Monetização primeiro, moderação depois
A investigação mostra que big techs possuem um padrão operacional que favorece a fraude. Anúncios ilegais entram no ar, circulam e geram receita, e só depois parte deles é removida. Documentos internos da Meta revelam que até 70% dos novos anunciantes promoviam golpes, produtos ilegais ou de baixa qualidade. Uma investigação da Reuters estima que a empresa faturou cerca de US$ 16 bilhões em 2024 com anúncios fraudulentos, aproximadamente 10% de toda sua receita anual.
A baixa fricção para a criação de contas e a tolerância à reincidência contribuem para essa dinâmica. Fraudadores recebem múltiplas advertências antes de serem banidos e rapidamente abrem novos perfis. Para os autores, os números de “anúncios removidos” divulgados pelas plataformas revelam a escala industrial do problema, e não sua contenção.
Crescimento explosivo de crimes digitais
O dossiê aponta ainda que o crime organizado migrou de forma acelerada para o ambiente digital, onde há mais lucro e menos risco. Em São Paulo, os crimes eletrônicos cresceram 661% entre 2019 e 2022; os estelionatos digitais, 1.162%. O número de golpes registrados saltou de 377 casos em janeiro de 2019 para 11.311 em dezembro de 2022.

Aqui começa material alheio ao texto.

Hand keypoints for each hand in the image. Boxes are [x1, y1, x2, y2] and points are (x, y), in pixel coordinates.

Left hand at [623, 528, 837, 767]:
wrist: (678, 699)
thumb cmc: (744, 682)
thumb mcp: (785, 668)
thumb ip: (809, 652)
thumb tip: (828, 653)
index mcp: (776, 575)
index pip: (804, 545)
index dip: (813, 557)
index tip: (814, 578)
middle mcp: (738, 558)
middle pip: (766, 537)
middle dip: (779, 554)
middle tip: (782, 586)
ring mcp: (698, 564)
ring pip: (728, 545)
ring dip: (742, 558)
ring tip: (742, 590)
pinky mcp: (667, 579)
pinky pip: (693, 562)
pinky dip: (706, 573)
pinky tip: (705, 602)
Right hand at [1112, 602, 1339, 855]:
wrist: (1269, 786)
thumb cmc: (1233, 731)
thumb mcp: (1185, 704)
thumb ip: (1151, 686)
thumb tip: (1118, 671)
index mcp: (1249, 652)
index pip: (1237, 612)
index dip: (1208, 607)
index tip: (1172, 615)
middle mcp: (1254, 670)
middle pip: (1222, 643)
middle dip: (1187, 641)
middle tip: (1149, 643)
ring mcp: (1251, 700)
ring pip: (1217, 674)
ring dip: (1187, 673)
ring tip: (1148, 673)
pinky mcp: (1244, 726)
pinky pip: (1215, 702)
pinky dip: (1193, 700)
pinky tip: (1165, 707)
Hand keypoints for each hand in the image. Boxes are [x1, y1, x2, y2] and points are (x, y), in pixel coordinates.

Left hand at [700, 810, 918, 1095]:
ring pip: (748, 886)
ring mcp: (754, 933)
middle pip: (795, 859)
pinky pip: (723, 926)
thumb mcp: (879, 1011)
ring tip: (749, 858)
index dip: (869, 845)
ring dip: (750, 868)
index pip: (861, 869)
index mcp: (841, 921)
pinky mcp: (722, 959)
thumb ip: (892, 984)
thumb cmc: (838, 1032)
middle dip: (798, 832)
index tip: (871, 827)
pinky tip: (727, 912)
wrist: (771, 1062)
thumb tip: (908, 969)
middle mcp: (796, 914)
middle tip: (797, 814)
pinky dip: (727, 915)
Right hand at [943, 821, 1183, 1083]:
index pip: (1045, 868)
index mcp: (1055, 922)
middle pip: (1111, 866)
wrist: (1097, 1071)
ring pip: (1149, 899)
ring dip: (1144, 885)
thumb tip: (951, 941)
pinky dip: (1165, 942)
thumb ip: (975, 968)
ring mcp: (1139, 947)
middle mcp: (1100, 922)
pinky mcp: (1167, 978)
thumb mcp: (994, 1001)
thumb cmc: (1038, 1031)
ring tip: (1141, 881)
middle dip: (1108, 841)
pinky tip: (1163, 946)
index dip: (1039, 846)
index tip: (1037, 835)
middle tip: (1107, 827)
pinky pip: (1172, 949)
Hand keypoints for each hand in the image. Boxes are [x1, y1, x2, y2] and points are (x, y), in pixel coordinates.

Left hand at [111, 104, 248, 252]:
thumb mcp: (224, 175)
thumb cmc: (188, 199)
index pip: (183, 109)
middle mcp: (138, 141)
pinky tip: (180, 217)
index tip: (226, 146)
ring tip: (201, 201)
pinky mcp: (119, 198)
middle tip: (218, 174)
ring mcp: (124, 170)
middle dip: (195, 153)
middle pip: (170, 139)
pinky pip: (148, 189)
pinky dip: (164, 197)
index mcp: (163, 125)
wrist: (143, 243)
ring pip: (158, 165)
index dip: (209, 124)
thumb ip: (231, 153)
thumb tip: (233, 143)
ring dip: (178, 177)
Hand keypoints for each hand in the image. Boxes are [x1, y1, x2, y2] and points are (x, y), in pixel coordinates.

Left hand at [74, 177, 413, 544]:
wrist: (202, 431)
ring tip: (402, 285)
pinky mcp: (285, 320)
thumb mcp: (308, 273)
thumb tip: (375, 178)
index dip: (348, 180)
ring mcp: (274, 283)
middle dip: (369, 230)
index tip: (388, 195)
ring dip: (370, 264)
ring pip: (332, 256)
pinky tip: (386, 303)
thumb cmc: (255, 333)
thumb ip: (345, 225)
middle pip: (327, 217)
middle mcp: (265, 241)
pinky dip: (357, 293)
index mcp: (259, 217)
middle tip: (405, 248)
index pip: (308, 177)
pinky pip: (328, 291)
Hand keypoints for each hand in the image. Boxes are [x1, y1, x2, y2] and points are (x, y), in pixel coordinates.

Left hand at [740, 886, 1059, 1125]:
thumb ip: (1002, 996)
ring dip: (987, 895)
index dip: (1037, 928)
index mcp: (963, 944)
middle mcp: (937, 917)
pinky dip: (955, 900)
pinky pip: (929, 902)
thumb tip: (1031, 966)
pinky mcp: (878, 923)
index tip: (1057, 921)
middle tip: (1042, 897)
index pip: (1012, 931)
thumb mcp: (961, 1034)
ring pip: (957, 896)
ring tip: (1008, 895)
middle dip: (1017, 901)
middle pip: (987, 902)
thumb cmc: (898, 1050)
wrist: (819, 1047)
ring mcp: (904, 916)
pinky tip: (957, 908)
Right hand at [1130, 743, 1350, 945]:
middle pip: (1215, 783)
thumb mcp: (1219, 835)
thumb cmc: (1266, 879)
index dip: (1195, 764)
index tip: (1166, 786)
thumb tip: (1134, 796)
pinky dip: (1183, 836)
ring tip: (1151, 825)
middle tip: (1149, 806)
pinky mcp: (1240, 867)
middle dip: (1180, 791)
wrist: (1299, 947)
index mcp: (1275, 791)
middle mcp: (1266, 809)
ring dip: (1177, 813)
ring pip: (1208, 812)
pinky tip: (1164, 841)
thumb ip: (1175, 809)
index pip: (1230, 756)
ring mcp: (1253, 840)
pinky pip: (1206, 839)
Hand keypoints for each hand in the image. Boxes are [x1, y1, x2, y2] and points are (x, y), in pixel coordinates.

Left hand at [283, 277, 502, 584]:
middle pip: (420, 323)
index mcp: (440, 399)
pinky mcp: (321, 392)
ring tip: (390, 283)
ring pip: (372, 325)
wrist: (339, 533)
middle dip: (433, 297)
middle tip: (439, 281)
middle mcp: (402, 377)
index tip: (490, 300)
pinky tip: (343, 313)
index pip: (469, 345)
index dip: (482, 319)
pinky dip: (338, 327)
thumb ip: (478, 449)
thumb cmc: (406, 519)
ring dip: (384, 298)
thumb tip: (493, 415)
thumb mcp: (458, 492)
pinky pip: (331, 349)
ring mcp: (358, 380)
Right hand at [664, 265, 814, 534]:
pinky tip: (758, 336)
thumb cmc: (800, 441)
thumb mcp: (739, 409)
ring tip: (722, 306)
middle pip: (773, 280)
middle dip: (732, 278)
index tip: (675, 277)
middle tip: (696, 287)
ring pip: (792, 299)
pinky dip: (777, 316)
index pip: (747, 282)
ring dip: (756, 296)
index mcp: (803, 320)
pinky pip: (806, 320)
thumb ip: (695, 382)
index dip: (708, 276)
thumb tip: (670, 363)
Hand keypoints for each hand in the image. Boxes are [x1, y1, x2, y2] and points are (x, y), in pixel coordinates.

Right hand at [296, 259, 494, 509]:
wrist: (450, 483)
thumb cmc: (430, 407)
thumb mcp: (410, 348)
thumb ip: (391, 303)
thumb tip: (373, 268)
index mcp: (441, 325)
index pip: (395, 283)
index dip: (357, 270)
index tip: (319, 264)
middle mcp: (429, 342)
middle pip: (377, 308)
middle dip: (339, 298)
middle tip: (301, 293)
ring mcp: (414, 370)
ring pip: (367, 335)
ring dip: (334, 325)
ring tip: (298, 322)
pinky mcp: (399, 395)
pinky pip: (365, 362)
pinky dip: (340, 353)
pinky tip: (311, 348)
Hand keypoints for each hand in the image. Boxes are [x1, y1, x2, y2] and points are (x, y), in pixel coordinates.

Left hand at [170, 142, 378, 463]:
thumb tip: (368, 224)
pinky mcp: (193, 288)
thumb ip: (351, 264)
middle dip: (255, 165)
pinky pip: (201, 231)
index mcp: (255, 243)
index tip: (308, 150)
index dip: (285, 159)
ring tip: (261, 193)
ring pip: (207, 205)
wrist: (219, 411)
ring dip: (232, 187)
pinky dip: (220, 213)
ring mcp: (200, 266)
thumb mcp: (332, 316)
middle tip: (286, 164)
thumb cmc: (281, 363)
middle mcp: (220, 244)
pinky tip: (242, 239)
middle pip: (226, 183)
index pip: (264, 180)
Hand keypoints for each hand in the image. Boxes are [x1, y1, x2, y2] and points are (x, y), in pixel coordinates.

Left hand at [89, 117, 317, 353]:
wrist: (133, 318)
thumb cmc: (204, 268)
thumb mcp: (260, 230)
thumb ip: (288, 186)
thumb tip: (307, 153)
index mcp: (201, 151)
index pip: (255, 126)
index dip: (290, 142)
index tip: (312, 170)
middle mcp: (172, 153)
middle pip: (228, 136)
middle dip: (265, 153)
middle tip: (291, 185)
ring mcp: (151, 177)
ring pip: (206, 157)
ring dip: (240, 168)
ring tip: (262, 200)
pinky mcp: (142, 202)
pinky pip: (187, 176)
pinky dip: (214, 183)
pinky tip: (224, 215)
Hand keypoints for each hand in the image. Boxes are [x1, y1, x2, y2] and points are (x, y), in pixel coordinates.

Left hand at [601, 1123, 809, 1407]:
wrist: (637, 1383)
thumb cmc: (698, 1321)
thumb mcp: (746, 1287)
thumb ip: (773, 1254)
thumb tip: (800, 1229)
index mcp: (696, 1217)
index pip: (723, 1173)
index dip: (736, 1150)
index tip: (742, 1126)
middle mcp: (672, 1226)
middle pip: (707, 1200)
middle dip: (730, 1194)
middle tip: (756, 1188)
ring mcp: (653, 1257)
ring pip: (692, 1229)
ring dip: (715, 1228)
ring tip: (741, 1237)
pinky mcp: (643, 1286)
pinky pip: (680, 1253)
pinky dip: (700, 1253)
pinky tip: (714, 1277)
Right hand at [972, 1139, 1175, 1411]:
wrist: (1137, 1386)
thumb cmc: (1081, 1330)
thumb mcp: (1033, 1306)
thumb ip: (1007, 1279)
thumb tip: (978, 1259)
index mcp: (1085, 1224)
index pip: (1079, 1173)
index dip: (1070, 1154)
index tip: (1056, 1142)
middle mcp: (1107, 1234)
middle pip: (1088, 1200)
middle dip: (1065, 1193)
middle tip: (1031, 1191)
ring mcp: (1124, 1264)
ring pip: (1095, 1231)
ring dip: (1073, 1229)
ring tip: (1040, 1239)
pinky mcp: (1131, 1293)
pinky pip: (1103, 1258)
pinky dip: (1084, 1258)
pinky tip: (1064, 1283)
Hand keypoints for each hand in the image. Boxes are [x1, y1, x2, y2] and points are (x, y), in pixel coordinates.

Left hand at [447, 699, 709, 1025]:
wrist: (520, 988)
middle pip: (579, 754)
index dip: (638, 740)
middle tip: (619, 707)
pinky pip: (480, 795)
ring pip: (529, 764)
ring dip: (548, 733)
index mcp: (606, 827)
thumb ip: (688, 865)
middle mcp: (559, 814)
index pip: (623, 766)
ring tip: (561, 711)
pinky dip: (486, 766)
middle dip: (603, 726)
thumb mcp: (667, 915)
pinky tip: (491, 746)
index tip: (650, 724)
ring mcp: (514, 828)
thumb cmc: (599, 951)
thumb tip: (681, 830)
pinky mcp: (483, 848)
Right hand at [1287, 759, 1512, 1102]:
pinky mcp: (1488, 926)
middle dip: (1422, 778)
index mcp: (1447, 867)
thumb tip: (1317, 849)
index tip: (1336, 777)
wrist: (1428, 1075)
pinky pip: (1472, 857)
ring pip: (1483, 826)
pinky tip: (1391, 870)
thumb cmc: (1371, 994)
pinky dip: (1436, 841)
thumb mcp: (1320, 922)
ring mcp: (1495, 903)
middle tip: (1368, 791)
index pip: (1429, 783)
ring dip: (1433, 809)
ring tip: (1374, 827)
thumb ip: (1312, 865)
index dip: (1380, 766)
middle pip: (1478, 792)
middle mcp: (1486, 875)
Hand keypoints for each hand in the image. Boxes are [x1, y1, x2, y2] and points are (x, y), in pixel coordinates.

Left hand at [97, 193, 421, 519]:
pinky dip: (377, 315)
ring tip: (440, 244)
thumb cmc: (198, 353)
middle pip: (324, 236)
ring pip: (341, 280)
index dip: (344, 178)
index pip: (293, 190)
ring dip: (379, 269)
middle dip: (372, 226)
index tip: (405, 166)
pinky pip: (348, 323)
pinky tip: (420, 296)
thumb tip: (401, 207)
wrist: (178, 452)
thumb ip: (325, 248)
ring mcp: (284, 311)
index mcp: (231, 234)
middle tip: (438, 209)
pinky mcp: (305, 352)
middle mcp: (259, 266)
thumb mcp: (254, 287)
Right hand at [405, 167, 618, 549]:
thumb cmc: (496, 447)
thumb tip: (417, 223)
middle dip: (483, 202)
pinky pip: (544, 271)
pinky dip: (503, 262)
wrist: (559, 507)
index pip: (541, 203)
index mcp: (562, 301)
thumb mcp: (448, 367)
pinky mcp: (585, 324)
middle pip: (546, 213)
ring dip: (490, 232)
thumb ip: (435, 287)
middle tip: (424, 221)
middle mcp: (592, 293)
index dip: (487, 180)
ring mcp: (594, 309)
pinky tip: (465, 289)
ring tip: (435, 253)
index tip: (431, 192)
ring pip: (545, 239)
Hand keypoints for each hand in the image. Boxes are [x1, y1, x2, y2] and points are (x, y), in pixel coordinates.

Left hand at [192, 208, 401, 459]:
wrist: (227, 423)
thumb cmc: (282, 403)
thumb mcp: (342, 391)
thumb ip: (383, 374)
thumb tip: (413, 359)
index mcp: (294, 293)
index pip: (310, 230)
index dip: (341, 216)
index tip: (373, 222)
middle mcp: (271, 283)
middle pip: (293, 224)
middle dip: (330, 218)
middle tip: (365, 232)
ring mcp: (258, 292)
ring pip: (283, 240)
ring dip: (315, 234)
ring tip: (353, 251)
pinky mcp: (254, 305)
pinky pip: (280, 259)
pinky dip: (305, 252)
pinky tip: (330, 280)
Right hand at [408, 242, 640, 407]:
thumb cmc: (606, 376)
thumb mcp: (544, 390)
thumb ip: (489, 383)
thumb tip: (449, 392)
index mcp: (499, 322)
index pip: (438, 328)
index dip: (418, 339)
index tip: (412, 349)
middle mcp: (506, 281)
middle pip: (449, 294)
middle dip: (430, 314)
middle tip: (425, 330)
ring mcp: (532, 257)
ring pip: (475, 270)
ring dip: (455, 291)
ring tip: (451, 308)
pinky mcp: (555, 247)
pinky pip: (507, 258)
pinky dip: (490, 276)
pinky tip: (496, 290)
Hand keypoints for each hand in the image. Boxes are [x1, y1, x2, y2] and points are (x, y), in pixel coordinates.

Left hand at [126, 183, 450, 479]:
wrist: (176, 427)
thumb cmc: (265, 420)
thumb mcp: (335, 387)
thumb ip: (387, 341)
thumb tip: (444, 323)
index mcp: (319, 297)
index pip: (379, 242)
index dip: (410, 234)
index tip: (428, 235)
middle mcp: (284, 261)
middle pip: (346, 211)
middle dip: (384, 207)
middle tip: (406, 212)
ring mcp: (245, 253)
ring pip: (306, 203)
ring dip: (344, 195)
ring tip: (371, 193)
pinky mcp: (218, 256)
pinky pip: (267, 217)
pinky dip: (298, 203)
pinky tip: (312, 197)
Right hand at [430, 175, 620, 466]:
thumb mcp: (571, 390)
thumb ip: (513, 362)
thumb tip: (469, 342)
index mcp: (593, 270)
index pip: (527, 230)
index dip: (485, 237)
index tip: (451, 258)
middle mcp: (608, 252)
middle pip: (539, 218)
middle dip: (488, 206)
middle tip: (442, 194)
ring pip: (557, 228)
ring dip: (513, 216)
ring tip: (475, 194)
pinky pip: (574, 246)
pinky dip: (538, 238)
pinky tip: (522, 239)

Facções como PCC e Comando Vermelho já tratam golpes online como atividade empresarial: operações conjuntas movimentaram ao menos R$ 6 bilhões em um único ano. A combinação de ferramentas de segmentação, pagamento integrado e baixa fiscalização das big techs criou, segundo o dossiê, a “infraestrutura perfeita” para o crime em larga escala.
Vulneráveis no alvo
A investigação mostra que os golpes exploram especialmente populações de baixa renda e em vulnerabilidade social. Entre 16 mil anúncios sobre “empréstimo” catalogados no ambiente da Meta, 52% apresentavam indícios de fraude.
A apropriação de símbolos oficiais também se tornou prática comum. Um estudo do NetLab/UFRJ encontrou 1.770 anúncios fraudulentos que utilizavam logotipos do governo federal, bandeira nacional ou imagens manipuladas de autoridades para aplicar golpes de PIX, INSS e benefícios sociais. Durante as enchentes no Rio Grande do Sul, anúncios patrocinados pediam doações falsas usando imagens de resgate e mensagens de apelo humanitário.
Inteligência Artificial impulsiona fraude
O avanço da inteligência artificial tornou as fraudes ainda mais sofisticadas. Deepfakes e clonagem de voz ampliaram a convincência dos golpes. A imagem do médico Drauzio Varella, manipulada por IA, foi usada para vender produtos falsos. O NetLab da UFRJ mapeou 3.710 anúncios fraudulentos com o nome do médico apenas na Meta, entre julho e dezembro de 2024.
O próprio Conselho de Supervisão da Meta reconheceu, em decisão de 2025, que a empresa não está fazendo o suficiente para combater esse tipo de fraude.
Corrida por uma regulação eficaz
Diante da ineficácia da autorregulação, o relatório aponta que o Brasil precisa de uma legislação robusta. O Digital Services Act da União Europeia é citado como referência, com mecanismos de verificação prévia e multas de até 6% do faturamento global de plataformas que não atuarem preventivamente contra golpes.
No Brasil, a decisão do STF de 26 de junho de 2025, que considerou parcialmente inconstitucional o Artigo 19 do Marco Civil, abriu caminho para responsabilização civil das plataformas que não removam conteúdos manifestamente ilícitos, incluindo anúncios pagos. O dossiê ressalta, porém, que a decisão precisa ser acompanhada de regulamentação legislativa que imponha deveres claros de diligência, transparência e mecanismos eficazes contra a reincidência de contas fraudulentas.
Os autores afirmam que, sem regras claras e sanções proporcionais, as big techs continuarão operando como “rodovias pedagiadas” para o crime: lucram bilhões com o fluxo, mas não filtram quem entra, deixando que o prejuízo recaia sobre as vítimas.